In conclusion, SPIMs represent a promising advancement in computational technologies. By focusing on low-rank approximations, CNP, and the implementation of sophisticated algorithms, this paper sets the stage for future investigations into the capabilities and applications of SPIMs. Continued research and development in this area are crucial for fully realizing the potential of SPIMs, paving the way for novel solutions to some of the most challenging computational problems. The broader implications of this research extend to fields such as finance, logistics, and data science, where SPIMs could significantly enhance performance and efficiency, leading to substantial advancements.

Methods

Simulations on low rank approximation

In Section “Low-Rank Approximation of Random Coupling Matrices”, we first generated a random unweighted, undirected graph with 1000 vertices, all with anti-ferromagnetic coupling, where each edge has an equal probability of having a value of 0 or  −1, and a random 3-regular graph with anti-ferromagnetic non-zero couplings. The coupling matrices then underwent SVD. The approximate Ising coupling matrix was constructed by recombining K Mattis-type constituent matrices with the highest singular values, whose elements were rounded to the nearest 2^−L. The approximate Ising problem was then solved through a simulation of SPIM, where a random group of spins was chosen at each step and flipped, and the new Ising energy of the system was calculated. The spin flips were accepted only if the new Ising energy decreased. As the simulation progressed, larger groups of random spins were chosen to prevent the system from being trapped in local minima of the Ising energy landscape since large clusters of spin flips lead to discontinuous movement in the energy landscape and prevent the system from being bounded by energy barrier surrounding a local minimum. For each set of parameters, 100 different random sequences of spin flips were used to produce the scatter of final energies.

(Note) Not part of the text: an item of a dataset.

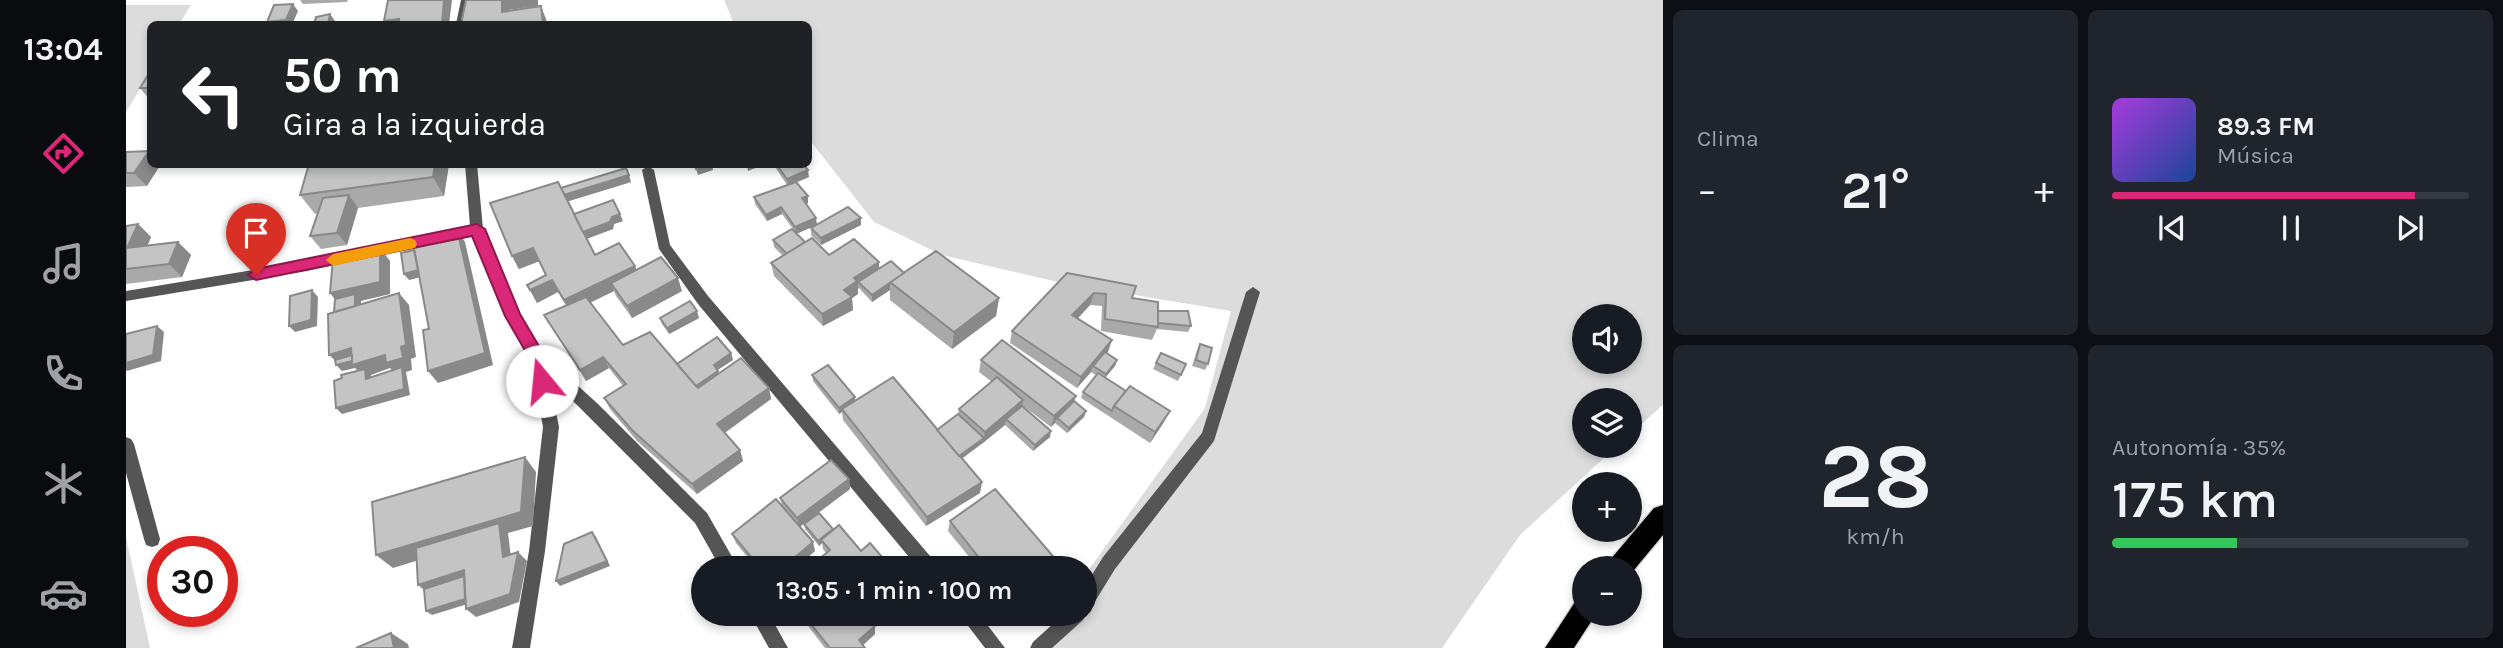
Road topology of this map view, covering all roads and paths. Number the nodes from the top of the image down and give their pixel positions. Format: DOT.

When investigating the application of low-rank approximation on portfolio optimization problems, stock data from 2020-01-01 to 2023-01-01 was used. Low-rank approximated covariance matrices with rank 5 and 20, as well as the full rank covariance matrix S were calculated from stock data by using the factor analysis tools provided by Python software package “PyPortfolioOpt”. Its eigenvalue distribution was then calculated and shown in Fig. 4a. By substituting the covariance matrices into Eq. (21) and minimizing the objective function with commercial optimizer Gurobi, an optimized set of portfolio components were produced, and was then used to produce Fig. 4b.

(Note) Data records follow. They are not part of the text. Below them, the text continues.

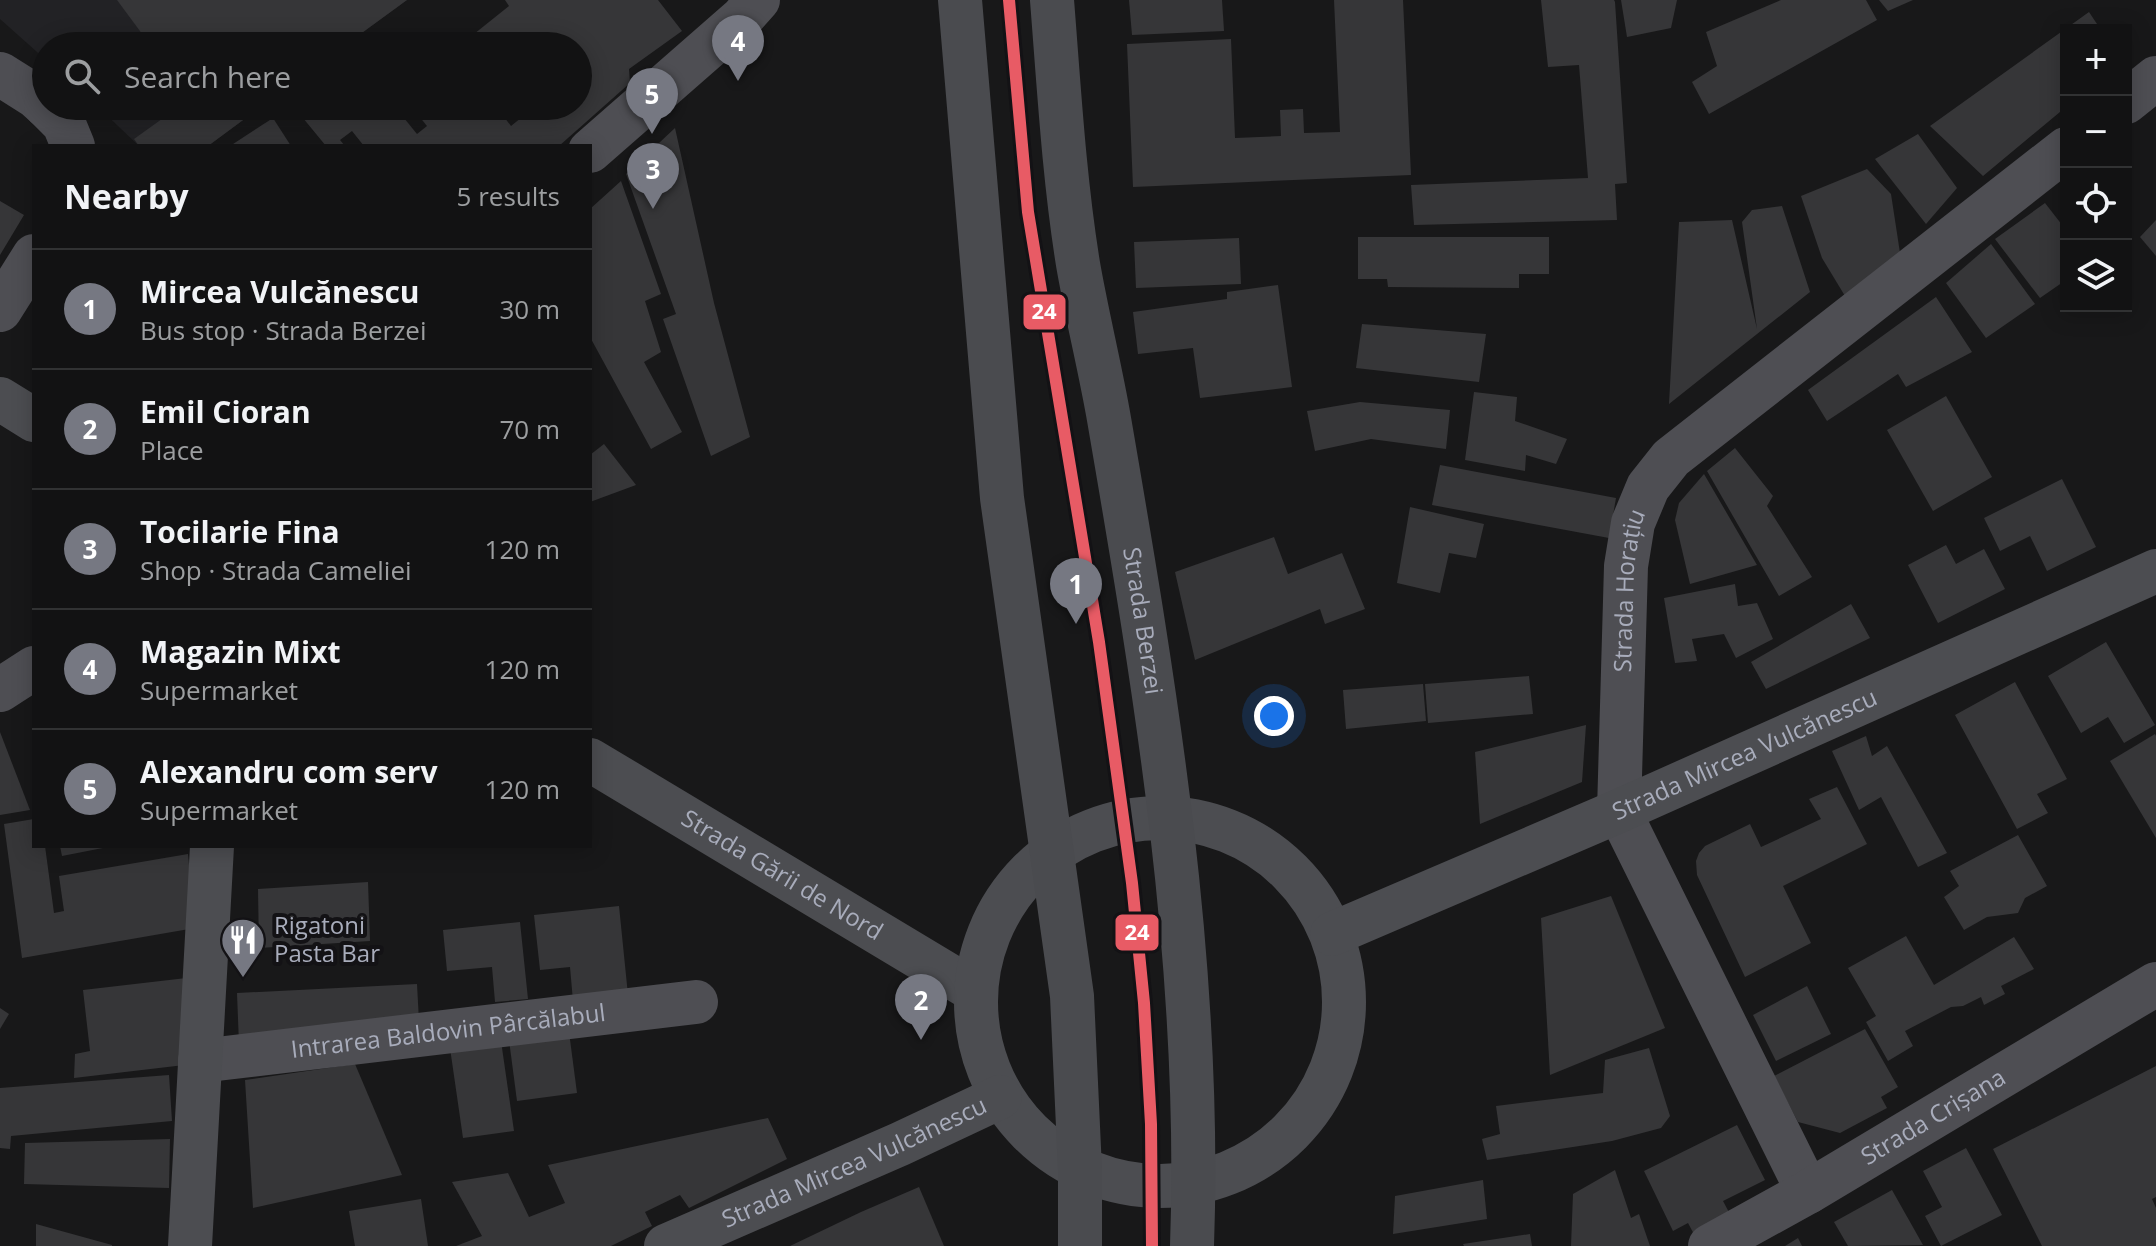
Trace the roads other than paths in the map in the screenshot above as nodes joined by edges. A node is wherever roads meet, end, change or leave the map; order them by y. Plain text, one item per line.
1 (758, 0) edge
2 (960, 0) edge
3 (1052, 0) edge
4 (0, 74) edge
5 (2156, 78) edge
6 (32, 94) edge
7 (2132, 97) edge
8 (60, 120) edge
9 (72, 144) edge
10 (592, 149) edge
11 (2060, 154) edge
12 (32, 259) edge
13 (0, 310) edge
14 (0, 399) edge
15 (32, 419) edge
16 (2156, 571) edge
17 (32, 669) edge
18 (0, 690) edge
19 (592, 761) edge
20 (1619, 811) junction
21 (1169, 816) junction
22 (212, 848) edge
23 (1052, 852) junction
24 (1332, 934) junction
25 (2156, 984) edge
26 (975, 991) junction
27 (696, 1002) dead end
28 (200, 1061) junction
29 (1000, 1097) junction
30 (1080, 1170) junction
31 (1195, 1185) junction
32 (1808, 1192) junction
33 (190, 1246) edge
34 (666, 1246) edge
35 (1080, 1246) edge
36 (1192, 1246) edge
37 (1710, 1246) edge

1 - 10 street
2 - 23 main road
3 - 21 main road, Strada Berzei
4 - 6 street
5 - 7 street
8 - 9 street
11 - 20 street, Strada Horațiu
12 - 13 street
14 - 15 main road
16 - 20 main road, Strada Mircea Vulcănescu
17 - 18 street
19 - 26 main road, Strada Gării de Nord
20 - 24 main road, Strada Mircea Vulcănescu
20 - 32 street, Strada Horațiu
21 - 23 main road
21 - 24 main road
21 - 31 main road, Strada Berzei
22 - 28 main road
23 - 26 main road
23 - 30 main road
24 - 31 main road
25 - 32 street, Strada Crișana
26 - 29 main road
27 - 28 street, Intrarea Baldovin Pârcălabul
28 - 33 main road
29 - 30 main road
29 - 34 main road, Strada Mircea Vulcănescu
30 - 31 main road
30 - 35 main road
31 - 36 main road, Strada Berzei
32 - 37 street, Strada Crișana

Simulations on constraint number partitioning problems

CNP problem instances were produced by randomly generating integers in the range [1, 2^L]. In all our investigations, we used a precision limit of L = 12. The complete differencing algorithm, as described in Fig. 6, was adapted to solve the CNP problem by taking into account the bias requirement of the CNP problem. If a branch became too unbalanced in terms of the cardinality of the two subsets that the bias requirement became impossible to satisfy, then the branch would be pruned, so that no computational resources were wasted in searching the impossible branch. The adapted algorithm, like the complete differencing algorithm, is guaranteed to find the perfect solution if it exists. This algorithm was run on 200 different random problem instances for each set of bias and dimension values to produce the probability of existence of a perfect solution for that parameter set. However, to determine the degeneracy of the ground state, regardless of whether the state is a perfect solution, requires the enumeration of the complete solution space to count the total number of degenerate ground state solutions. Hence, the results presented in Fig. 7b were produced by enumerating all possible divisions of the initial integer set.